On Wednesday, the Gwalior bench of the Madhya Pradesh High Court ordered nine districts under its jurisdiction to grant permission for public rallies only if virtual meetings are not possible. The districts include Gwalior, Guna, Morena, Bhind, Ashok Nagar, Datia, Shivpuri, Sheopur and Vidisha. The order also directed the political party or candidate holding the rally to deposit money “sufficient to purchase double the number of masks and sanitisers required for protecting those attending the event”.

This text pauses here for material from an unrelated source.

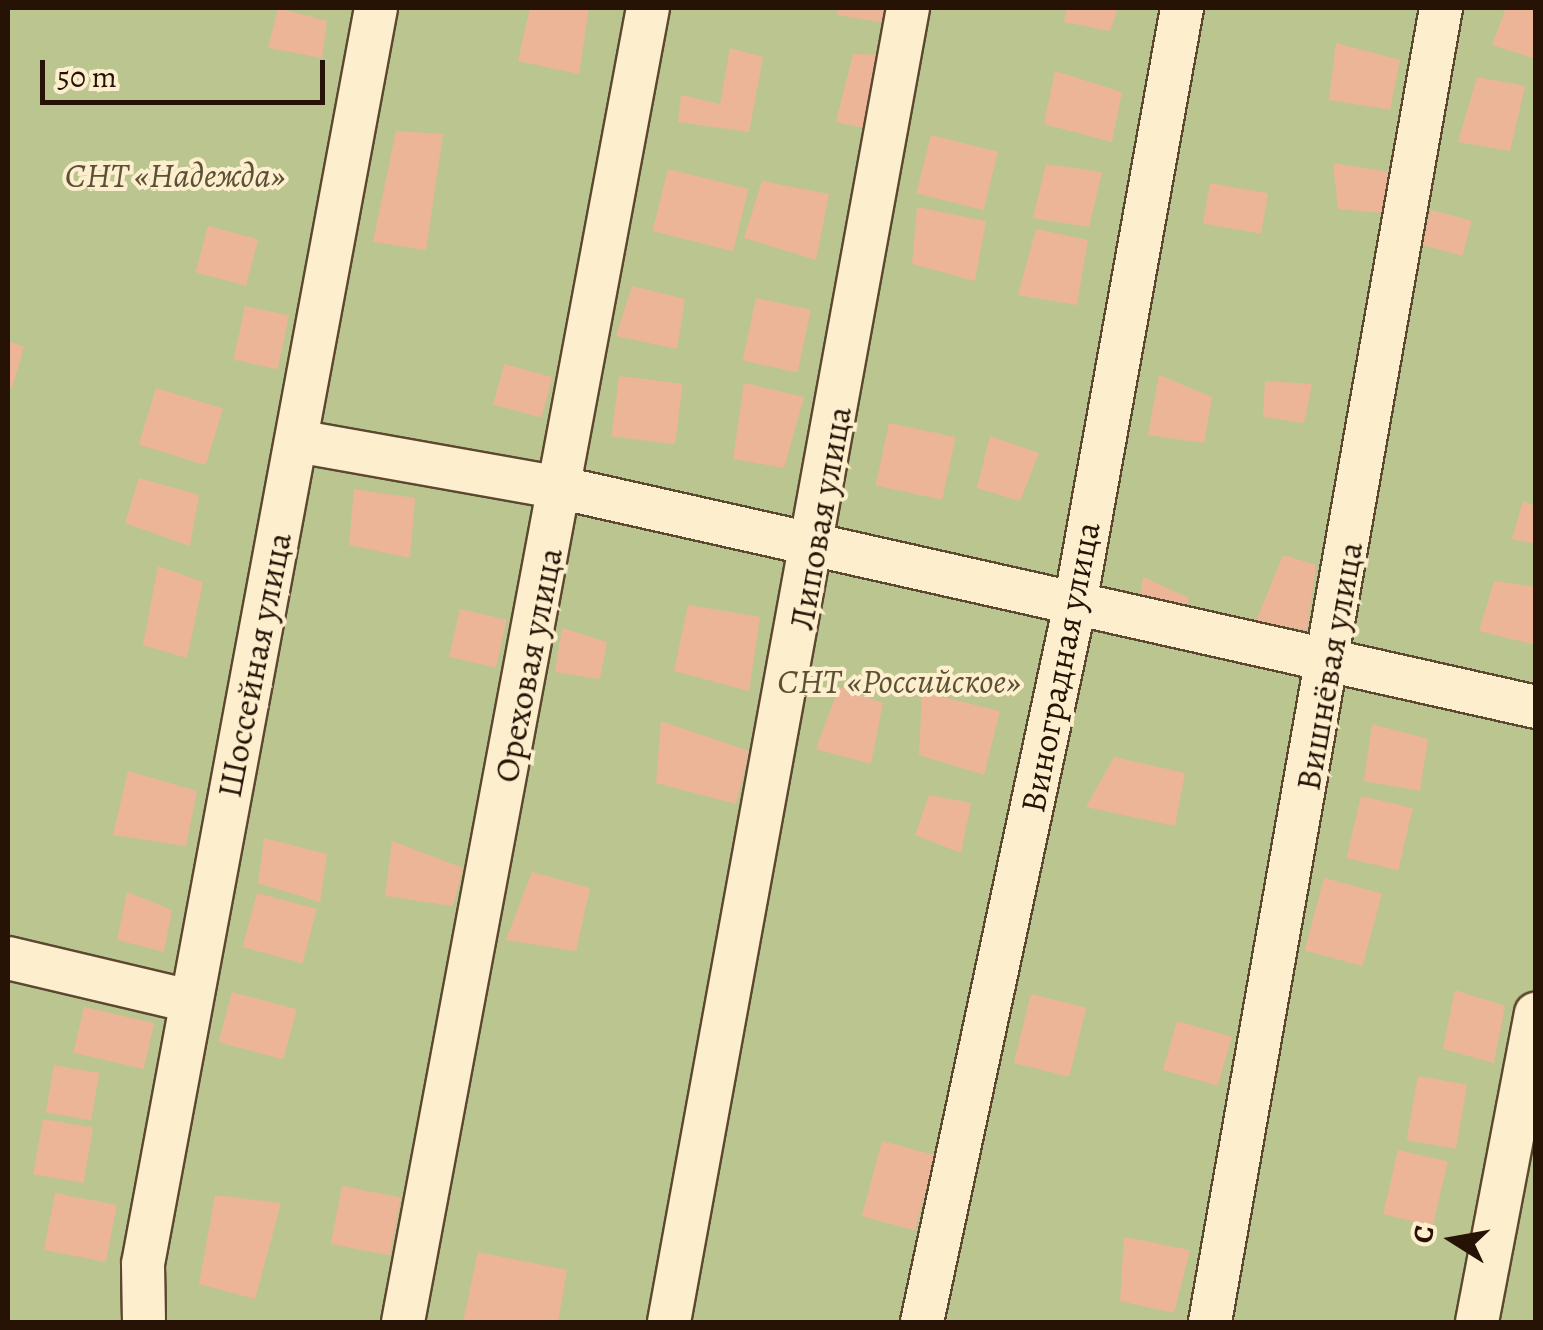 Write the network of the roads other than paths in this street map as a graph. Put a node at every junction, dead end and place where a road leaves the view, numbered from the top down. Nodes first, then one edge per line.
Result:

The decision of the district magistrate permitting any political party to conduct physical rallies should become effective only after the Election Commission approved it in writing, the court said, while hearing a petition filed by Gwalior-based advocate Ashish Pratap Singh.

However, the poll body in its petition said the High Court order was passed without any regard to the commission’s guidelines on gatherings and the coronavirus protocol, which allowed such congregations of over 100 people with restrictions. The conduct and management of elections is overseen by the Election Commission of India under the Constitution, it added.

The petition also referred to Article 329 of the Constitution, which bars interference by courts in electoral matters.

The poll body has requested the Supreme Court for urgent listing of its appeal as next hearing in the High Court is expected to take place on Friday.

Apart from this, two Bharatiya Janata Party candidates – Pradyuman Singh Tomar and Munnalal Goyal – have also approached the top court. Both Tomar and Goyal, who have filed separate pleas, are contesting the bye-elections. Their petitions said the Madhya Pradesh High Court order should be set aside as it interfered with their right to contest elections.

“The impugned interim order has violated the petitioner’s right to conduct election campaign through physical gatherings as permitted by the Election Commission, Central Government and State of Madhya Pradesh,” the petitions read.

On Thursday, Madhya Pradesh Chief Minister Shivraj Singh Chouhan had also said that the BJP will approach the Supreme Court against the order restricting rallies. “Political rallies are being held in Bihar every day,” Chouhan said. “There cannot be such contradicting legislation in the country.”